> Action item: A faithful, complete copy of the entries below is required, with images removed.

> Data under study:
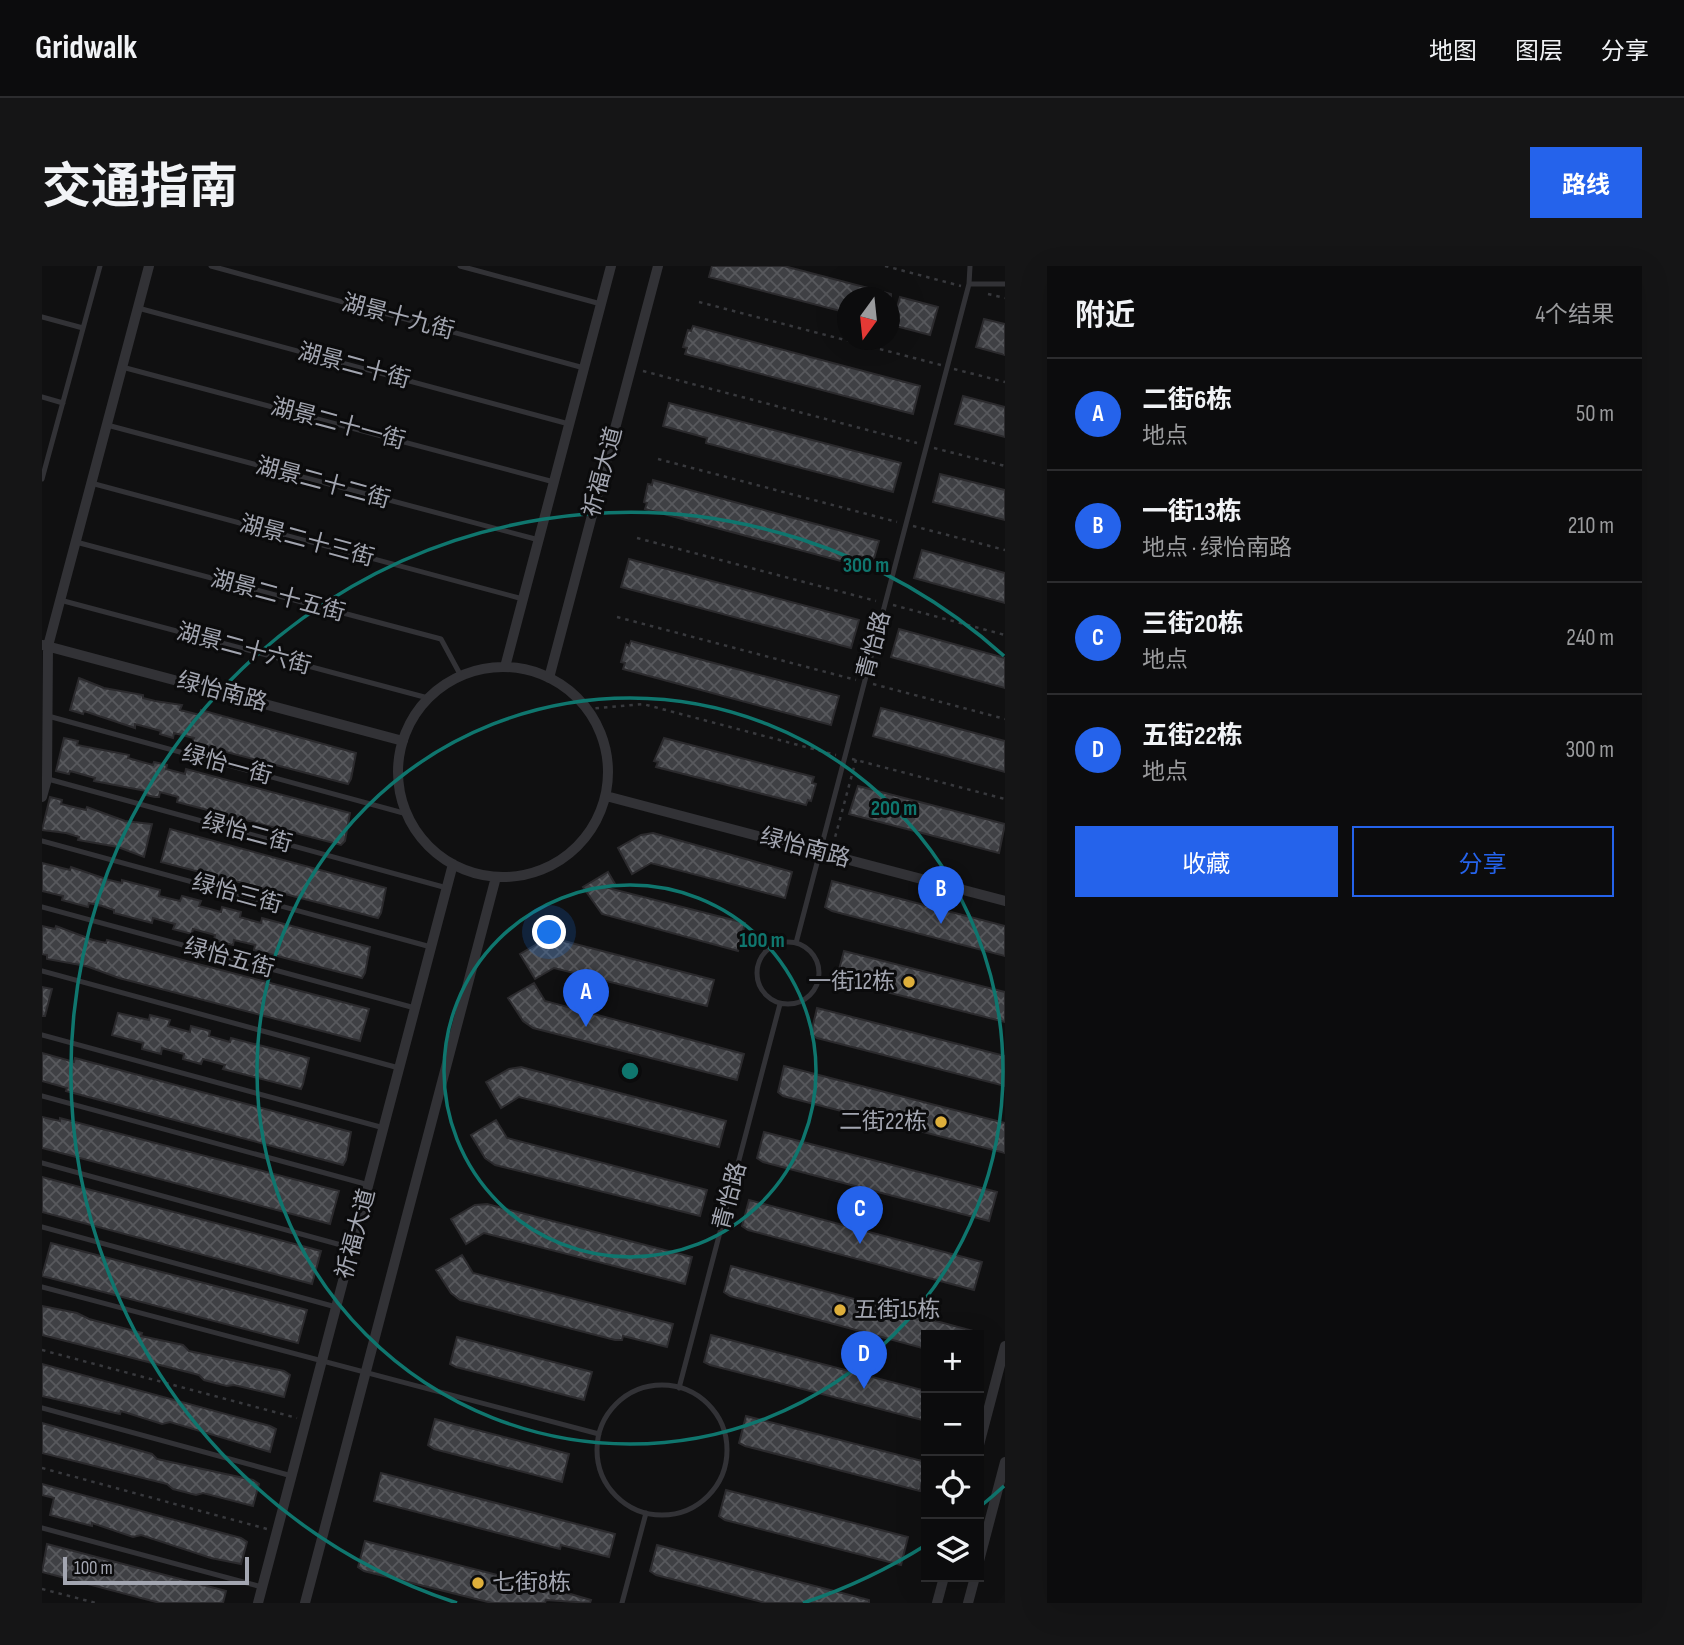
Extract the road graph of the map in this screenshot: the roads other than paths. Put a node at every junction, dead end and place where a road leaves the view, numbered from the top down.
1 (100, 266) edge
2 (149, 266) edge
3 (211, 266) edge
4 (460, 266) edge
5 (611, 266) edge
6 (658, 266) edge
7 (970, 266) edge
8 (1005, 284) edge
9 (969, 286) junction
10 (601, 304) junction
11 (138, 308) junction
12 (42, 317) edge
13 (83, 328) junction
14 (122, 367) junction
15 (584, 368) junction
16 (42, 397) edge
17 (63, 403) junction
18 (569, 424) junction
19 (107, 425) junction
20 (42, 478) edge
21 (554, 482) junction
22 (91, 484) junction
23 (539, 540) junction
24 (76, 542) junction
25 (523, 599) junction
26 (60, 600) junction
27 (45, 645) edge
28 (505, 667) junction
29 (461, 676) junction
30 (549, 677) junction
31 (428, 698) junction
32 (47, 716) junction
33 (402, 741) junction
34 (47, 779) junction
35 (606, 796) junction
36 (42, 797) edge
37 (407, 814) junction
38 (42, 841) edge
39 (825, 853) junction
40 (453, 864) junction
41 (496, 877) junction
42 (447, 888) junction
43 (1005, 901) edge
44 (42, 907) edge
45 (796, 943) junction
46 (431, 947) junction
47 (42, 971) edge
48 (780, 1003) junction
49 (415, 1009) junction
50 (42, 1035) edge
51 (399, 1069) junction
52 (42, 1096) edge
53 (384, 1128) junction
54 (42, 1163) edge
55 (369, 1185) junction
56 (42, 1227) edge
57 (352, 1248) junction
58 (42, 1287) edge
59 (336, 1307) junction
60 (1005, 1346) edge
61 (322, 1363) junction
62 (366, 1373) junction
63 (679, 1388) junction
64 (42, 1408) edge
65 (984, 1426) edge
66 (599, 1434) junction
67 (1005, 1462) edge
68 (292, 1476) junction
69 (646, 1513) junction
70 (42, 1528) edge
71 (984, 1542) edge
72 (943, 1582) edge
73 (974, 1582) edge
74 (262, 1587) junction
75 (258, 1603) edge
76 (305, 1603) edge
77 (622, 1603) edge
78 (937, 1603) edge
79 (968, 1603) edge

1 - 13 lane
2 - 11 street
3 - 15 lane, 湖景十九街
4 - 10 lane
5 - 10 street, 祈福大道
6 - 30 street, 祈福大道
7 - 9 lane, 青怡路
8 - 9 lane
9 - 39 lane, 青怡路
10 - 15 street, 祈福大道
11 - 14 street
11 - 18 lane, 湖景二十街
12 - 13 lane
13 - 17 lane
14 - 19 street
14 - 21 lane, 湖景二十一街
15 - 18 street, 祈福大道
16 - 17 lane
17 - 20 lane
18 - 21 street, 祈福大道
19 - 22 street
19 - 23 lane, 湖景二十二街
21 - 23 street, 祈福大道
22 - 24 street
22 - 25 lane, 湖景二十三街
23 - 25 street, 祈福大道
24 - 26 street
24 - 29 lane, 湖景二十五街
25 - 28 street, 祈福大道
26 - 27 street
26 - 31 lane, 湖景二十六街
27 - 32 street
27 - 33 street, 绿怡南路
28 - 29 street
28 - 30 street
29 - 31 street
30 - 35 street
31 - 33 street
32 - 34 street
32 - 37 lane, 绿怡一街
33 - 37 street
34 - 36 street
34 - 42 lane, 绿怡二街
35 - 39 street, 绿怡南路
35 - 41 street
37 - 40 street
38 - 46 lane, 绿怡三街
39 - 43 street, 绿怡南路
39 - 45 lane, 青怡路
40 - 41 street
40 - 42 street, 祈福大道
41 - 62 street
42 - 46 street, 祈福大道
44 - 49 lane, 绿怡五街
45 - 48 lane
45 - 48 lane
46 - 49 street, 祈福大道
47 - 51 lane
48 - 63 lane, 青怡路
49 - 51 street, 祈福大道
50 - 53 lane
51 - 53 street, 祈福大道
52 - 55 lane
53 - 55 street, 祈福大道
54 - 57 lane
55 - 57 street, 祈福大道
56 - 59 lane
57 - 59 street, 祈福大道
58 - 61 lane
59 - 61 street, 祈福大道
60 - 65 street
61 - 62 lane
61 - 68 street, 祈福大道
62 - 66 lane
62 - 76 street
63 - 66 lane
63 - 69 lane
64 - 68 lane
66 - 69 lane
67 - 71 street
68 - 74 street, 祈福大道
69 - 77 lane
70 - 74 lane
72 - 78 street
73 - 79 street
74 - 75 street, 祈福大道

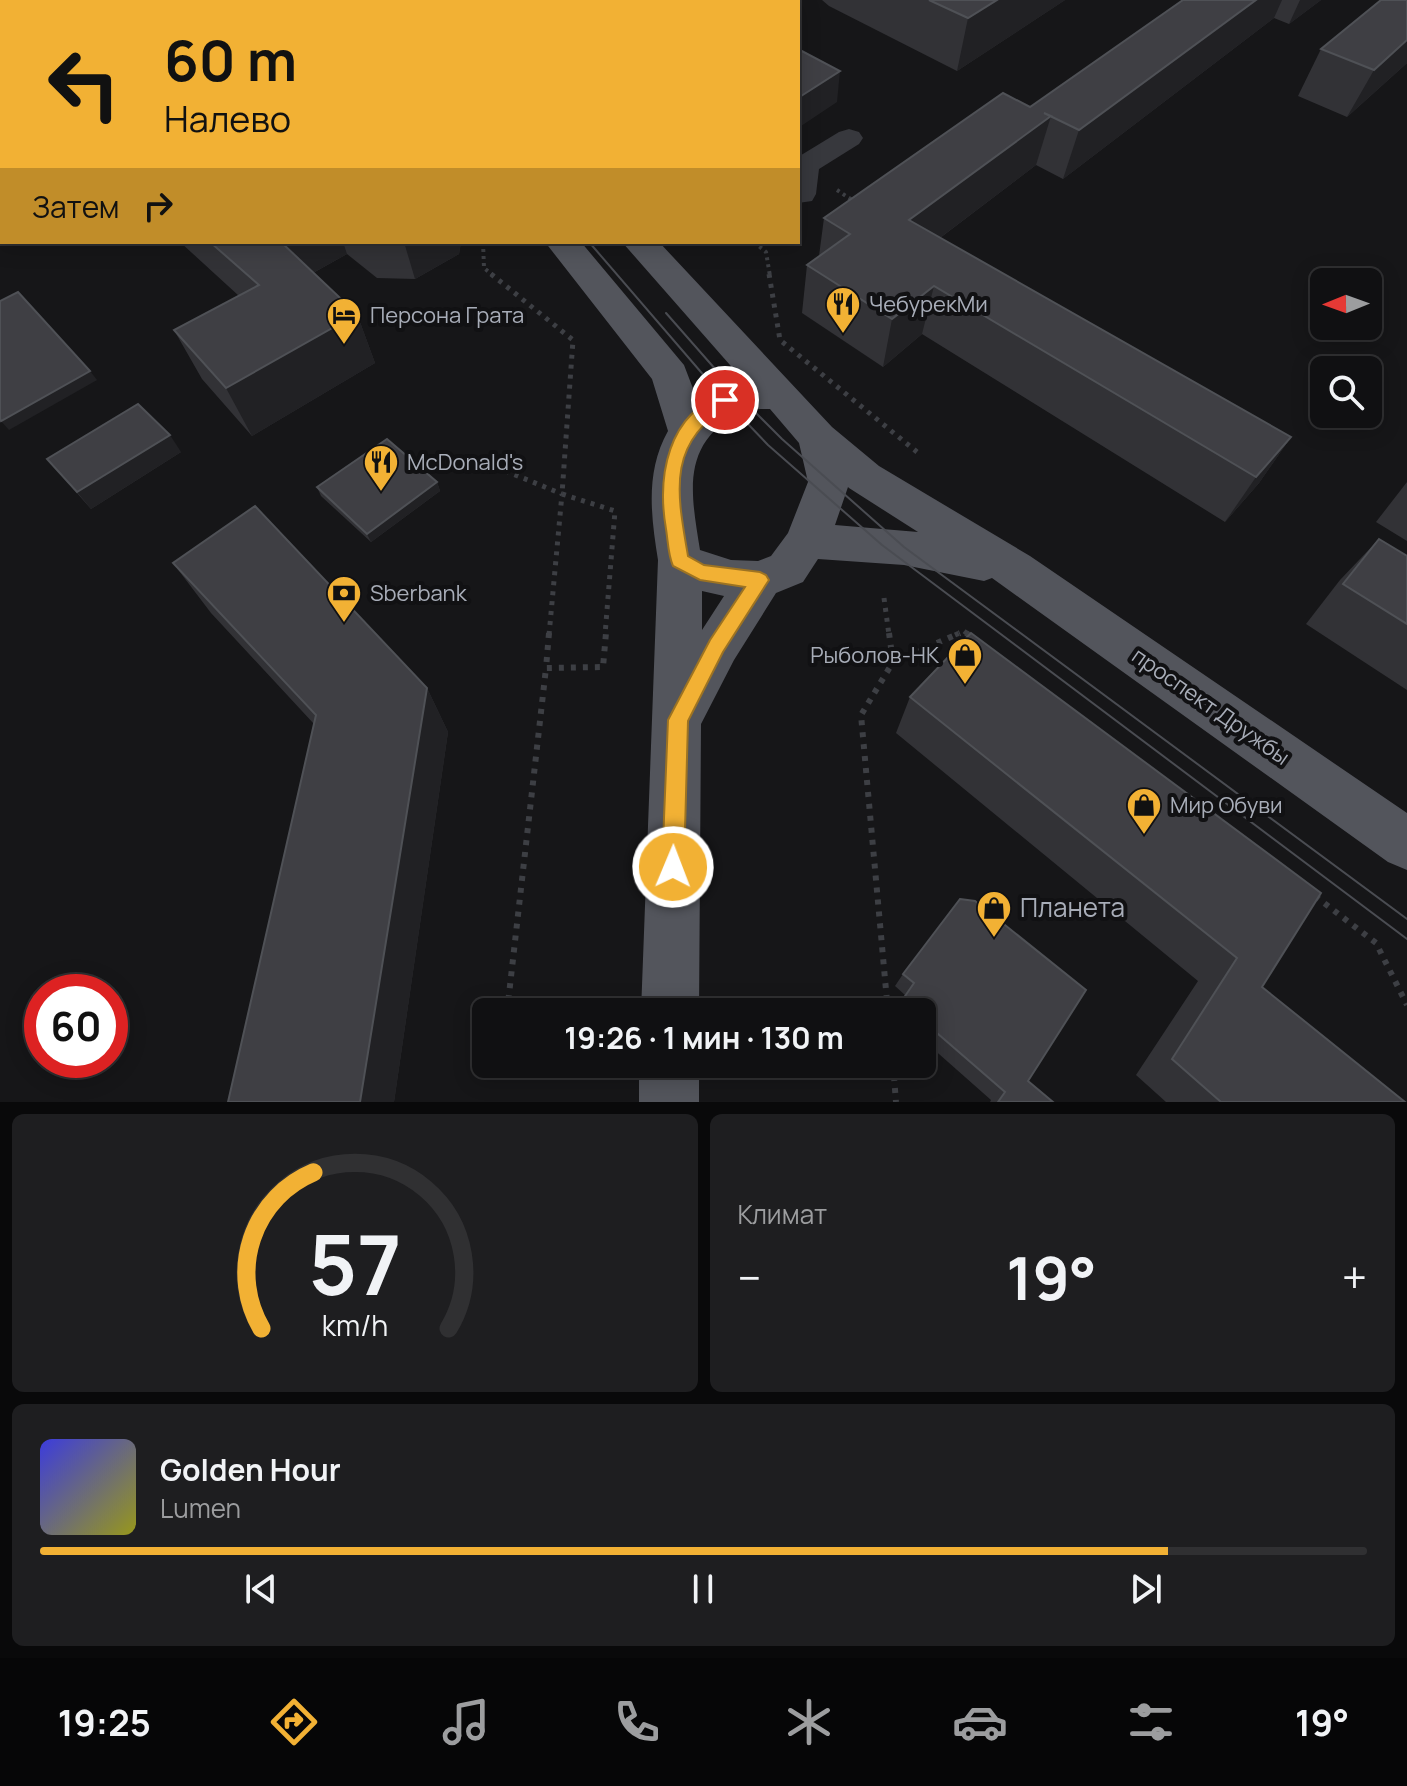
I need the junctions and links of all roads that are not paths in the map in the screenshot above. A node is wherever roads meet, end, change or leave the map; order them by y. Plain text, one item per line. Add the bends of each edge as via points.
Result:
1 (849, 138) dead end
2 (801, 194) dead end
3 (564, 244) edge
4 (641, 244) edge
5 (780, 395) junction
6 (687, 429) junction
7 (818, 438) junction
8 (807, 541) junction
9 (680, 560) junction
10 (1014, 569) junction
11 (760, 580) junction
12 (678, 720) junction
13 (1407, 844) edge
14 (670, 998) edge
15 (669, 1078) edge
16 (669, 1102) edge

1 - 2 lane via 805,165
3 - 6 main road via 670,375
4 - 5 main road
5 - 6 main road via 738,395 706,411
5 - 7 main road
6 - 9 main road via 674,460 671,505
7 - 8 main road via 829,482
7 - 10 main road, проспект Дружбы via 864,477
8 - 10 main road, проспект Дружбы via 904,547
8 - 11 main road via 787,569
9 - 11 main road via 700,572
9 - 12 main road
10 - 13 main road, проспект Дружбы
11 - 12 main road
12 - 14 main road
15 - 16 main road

> Completed exercise:
Extract the road graph of the map in this screenshot: the roads other than paths. Put a node at every junction, dead end and place where a road leaves the view, numbered from the top down.
1 (100, 266) edge
2 (149, 266) edge
3 (211, 266) edge
4 (460, 266) edge
5 (611, 266) edge
6 (658, 266) edge
7 (970, 266) edge
8 (1005, 284) edge
9 (969, 286) junction
10 (601, 304) junction
11 (138, 308) junction
12 (42, 317) edge
13 (83, 328) junction
14 (122, 367) junction
15 (584, 368) junction
16 (42, 397) edge
17 (63, 403) junction
18 (569, 424) junction
19 (107, 425) junction
20 (42, 478) edge
21 (554, 482) junction
22 (91, 484) junction
23 (539, 540) junction
24 (76, 542) junction
25 (523, 599) junction
26 (60, 600) junction
27 (45, 645) edge
28 (505, 667) junction
29 (461, 676) junction
30 (549, 677) junction
31 (428, 698) junction
32 (47, 716) junction
33 (402, 741) junction
34 (47, 779) junction
35 (606, 796) junction
36 (42, 797) edge
37 (407, 814) junction
38 (42, 841) edge
39 (825, 853) junction
40 (453, 864) junction
41 (496, 877) junction
42 (447, 888) junction
43 (1005, 901) edge
44 (42, 907) edge
45 (796, 943) junction
46 (431, 947) junction
47 (42, 971) edge
48 (780, 1003) junction
49 (415, 1009) junction
50 (42, 1035) edge
51 (399, 1069) junction
52 (42, 1096) edge
53 (384, 1128) junction
54 (42, 1163) edge
55 (369, 1185) junction
56 (42, 1227) edge
57 (352, 1248) junction
58 (42, 1287) edge
59 (336, 1307) junction
60 (1005, 1346) edge
61 (322, 1363) junction
62 (366, 1373) junction
63 (679, 1388) junction
64 (42, 1408) edge
65 (984, 1426) edge
66 (599, 1434) junction
67 (1005, 1462) edge
68 (292, 1476) junction
69 (646, 1513) junction
70 (42, 1528) edge
71 (984, 1542) edge
72 (943, 1582) edge
73 (974, 1582) edge
74 (262, 1587) junction
75 (258, 1603) edge
76 (305, 1603) edge
77 (622, 1603) edge
78 (937, 1603) edge
79 (968, 1603) edge

1 - 13 lane
2 - 11 street
3 - 15 lane, 湖景十九街
4 - 10 lane
5 - 10 street, 祈福大道
6 - 30 street, 祈福大道
7 - 9 lane, 青怡路
8 - 9 lane
9 - 39 lane, 青怡路
10 - 15 street, 祈福大道
11 - 14 street
11 - 18 lane, 湖景二十街
12 - 13 lane
13 - 17 lane
14 - 19 street
14 - 21 lane, 湖景二十一街
15 - 18 street, 祈福大道
16 - 17 lane
17 - 20 lane
18 - 21 street, 祈福大道
19 - 22 street
19 - 23 lane, 湖景二十二街
21 - 23 street, 祈福大道
22 - 24 street
22 - 25 lane, 湖景二十三街
23 - 25 street, 祈福大道
24 - 26 street
24 - 29 lane, 湖景二十五街
25 - 28 street, 祈福大道
26 - 27 street
26 - 31 lane, 湖景二十六街
27 - 32 street
27 - 33 street, 绿怡南路
28 - 29 street
28 - 30 street
29 - 31 street
30 - 35 street
31 - 33 street
32 - 34 street
32 - 37 lane, 绿怡一街
33 - 37 street
34 - 36 street
34 - 42 lane, 绿怡二街
35 - 39 street, 绿怡南路
35 - 41 street
37 - 40 street
38 - 46 lane, 绿怡三街
39 - 43 street, 绿怡南路
39 - 45 lane, 青怡路
40 - 41 street
40 - 42 street, 祈福大道
41 - 62 street
42 - 46 street, 祈福大道
44 - 49 lane, 绿怡五街
45 - 48 lane
45 - 48 lane
46 - 49 street, 祈福大道
47 - 51 lane
48 - 63 lane, 青怡路
49 - 51 street, 祈福大道
50 - 53 lane
51 - 53 street, 祈福大道
52 - 55 lane
53 - 55 street, 祈福大道
54 - 57 lane
55 - 57 street, 祈福大道
56 - 59 lane
57 - 59 street, 祈福大道
58 - 61 lane
59 - 61 street, 祈福大道
60 - 65 street
61 - 62 lane
61 - 68 street, 祈福大道
62 - 66 lane
62 - 76 street
63 - 66 lane
63 - 69 lane
64 - 68 lane
66 - 69 lane
67 - 71 street
68 - 74 street, 祈福大道
69 - 77 lane
70 - 74 lane
72 - 78 street
73 - 79 street
74 - 75 street, 祈福大道

I need the junctions and links of all roads that are not paths in the map in the screenshot above. A node is wherever roads meet, end, change or leave the map; order them by y. Plain text, one item per line. Add the bends of each edge as via points.
Result:
1 (849, 138) dead end
2 (801, 194) dead end
3 (564, 244) edge
4 (641, 244) edge
5 (780, 395) junction
6 (687, 429) junction
7 (818, 438) junction
8 (807, 541) junction
9 (680, 560) junction
10 (1014, 569) junction
11 (760, 580) junction
12 (678, 720) junction
13 (1407, 844) edge
14 (670, 998) edge
15 (669, 1078) edge
16 (669, 1102) edge

1 - 2 lane via 805,165
3 - 6 main road via 670,375
4 - 5 main road
5 - 6 main road via 738,395 706,411
5 - 7 main road
6 - 9 main road via 674,460 671,505
7 - 8 main road via 829,482
7 - 10 main road, проспект Дружбы via 864,477
8 - 10 main road, проспект Дружбы via 904,547
8 - 11 main road via 787,569
9 - 11 main road via 700,572
9 - 12 main road
10 - 13 main road, проспект Дружбы
11 - 12 main road
12 - 14 main road
15 - 16 main road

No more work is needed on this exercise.